* TASK TO COMPLETE
Say how many lines in the entries hold the string "edges", giving the number by itself.

* RAW DATA
══════

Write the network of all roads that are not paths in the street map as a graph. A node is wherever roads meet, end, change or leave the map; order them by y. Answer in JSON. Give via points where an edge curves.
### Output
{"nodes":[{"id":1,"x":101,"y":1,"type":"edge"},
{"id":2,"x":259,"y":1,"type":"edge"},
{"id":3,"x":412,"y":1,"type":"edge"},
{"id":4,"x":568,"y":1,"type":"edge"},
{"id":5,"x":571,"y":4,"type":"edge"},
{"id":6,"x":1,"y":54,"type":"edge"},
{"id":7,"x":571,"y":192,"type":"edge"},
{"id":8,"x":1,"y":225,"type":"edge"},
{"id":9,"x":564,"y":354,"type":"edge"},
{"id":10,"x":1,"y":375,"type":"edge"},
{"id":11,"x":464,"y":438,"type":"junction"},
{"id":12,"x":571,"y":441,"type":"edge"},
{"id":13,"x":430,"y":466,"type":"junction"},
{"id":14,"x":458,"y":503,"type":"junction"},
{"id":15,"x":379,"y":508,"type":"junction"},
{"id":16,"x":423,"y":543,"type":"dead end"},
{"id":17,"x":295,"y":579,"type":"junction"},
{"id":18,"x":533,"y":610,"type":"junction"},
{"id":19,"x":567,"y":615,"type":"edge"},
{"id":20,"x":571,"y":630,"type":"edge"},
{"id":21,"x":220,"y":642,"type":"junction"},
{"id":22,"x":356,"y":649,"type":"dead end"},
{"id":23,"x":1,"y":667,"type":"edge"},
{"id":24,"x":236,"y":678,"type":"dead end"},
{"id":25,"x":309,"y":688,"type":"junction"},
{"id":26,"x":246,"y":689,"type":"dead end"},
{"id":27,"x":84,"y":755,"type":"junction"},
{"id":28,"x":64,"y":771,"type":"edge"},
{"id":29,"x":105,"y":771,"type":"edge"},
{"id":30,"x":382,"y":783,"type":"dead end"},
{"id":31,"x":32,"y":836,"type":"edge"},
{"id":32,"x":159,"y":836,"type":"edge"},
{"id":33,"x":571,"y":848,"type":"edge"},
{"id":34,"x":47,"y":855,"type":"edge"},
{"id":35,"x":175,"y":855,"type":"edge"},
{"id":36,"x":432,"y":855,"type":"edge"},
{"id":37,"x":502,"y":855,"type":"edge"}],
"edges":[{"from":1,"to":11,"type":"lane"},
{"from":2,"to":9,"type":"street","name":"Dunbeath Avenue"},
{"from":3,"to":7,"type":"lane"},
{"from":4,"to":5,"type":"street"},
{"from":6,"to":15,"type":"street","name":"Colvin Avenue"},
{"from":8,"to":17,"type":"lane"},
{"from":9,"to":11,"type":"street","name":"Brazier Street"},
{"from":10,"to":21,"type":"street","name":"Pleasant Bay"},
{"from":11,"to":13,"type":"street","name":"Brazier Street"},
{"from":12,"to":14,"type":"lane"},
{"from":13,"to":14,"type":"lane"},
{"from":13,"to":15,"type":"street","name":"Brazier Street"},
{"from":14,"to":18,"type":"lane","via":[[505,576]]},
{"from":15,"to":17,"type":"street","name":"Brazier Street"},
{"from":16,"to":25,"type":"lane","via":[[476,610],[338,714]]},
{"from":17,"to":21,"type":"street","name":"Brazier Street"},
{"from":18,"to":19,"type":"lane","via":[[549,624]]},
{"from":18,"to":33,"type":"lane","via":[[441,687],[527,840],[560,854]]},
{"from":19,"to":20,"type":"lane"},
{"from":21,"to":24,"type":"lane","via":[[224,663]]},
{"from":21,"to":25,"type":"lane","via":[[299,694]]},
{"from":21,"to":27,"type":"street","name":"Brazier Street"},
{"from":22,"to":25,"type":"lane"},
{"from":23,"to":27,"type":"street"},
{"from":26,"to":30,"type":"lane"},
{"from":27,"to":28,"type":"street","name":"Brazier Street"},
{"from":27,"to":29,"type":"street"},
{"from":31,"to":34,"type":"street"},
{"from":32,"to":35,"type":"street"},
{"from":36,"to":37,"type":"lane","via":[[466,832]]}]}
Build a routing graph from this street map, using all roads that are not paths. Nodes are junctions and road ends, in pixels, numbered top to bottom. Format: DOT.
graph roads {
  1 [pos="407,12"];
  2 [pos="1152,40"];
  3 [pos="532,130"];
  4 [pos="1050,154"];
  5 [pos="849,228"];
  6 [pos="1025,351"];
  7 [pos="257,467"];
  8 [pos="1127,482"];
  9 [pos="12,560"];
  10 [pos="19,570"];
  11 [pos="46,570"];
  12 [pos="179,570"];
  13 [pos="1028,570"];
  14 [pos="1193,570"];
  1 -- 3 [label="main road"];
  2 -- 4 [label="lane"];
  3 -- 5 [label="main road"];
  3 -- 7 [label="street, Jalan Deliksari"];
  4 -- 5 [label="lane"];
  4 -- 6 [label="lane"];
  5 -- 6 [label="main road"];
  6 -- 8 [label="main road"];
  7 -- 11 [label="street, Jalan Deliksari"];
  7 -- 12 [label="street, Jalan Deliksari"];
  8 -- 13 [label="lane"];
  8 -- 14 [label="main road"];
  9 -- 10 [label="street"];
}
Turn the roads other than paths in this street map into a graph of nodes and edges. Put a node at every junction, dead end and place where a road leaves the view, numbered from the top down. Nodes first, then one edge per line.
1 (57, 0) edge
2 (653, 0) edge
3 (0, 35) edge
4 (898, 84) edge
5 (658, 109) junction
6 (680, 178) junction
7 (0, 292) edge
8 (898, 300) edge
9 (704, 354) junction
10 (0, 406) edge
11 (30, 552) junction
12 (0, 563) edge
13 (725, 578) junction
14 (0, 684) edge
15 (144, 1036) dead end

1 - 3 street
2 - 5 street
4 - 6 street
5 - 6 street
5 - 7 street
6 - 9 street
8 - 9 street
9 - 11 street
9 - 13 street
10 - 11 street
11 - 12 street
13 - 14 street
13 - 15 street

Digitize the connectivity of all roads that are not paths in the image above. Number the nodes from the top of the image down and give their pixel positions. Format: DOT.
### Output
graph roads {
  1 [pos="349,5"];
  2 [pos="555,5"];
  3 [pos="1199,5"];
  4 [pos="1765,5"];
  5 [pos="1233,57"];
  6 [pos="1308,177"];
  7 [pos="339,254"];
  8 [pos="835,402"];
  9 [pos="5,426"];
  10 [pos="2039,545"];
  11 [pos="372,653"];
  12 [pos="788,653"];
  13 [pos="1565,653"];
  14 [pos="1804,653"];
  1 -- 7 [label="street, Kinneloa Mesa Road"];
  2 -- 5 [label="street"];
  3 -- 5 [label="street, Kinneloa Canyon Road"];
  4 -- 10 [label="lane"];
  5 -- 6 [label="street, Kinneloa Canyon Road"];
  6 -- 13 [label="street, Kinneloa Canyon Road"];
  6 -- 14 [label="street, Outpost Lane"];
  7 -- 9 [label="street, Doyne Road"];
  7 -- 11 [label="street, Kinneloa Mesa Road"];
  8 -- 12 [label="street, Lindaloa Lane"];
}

══════

* COMPLETED TASK
2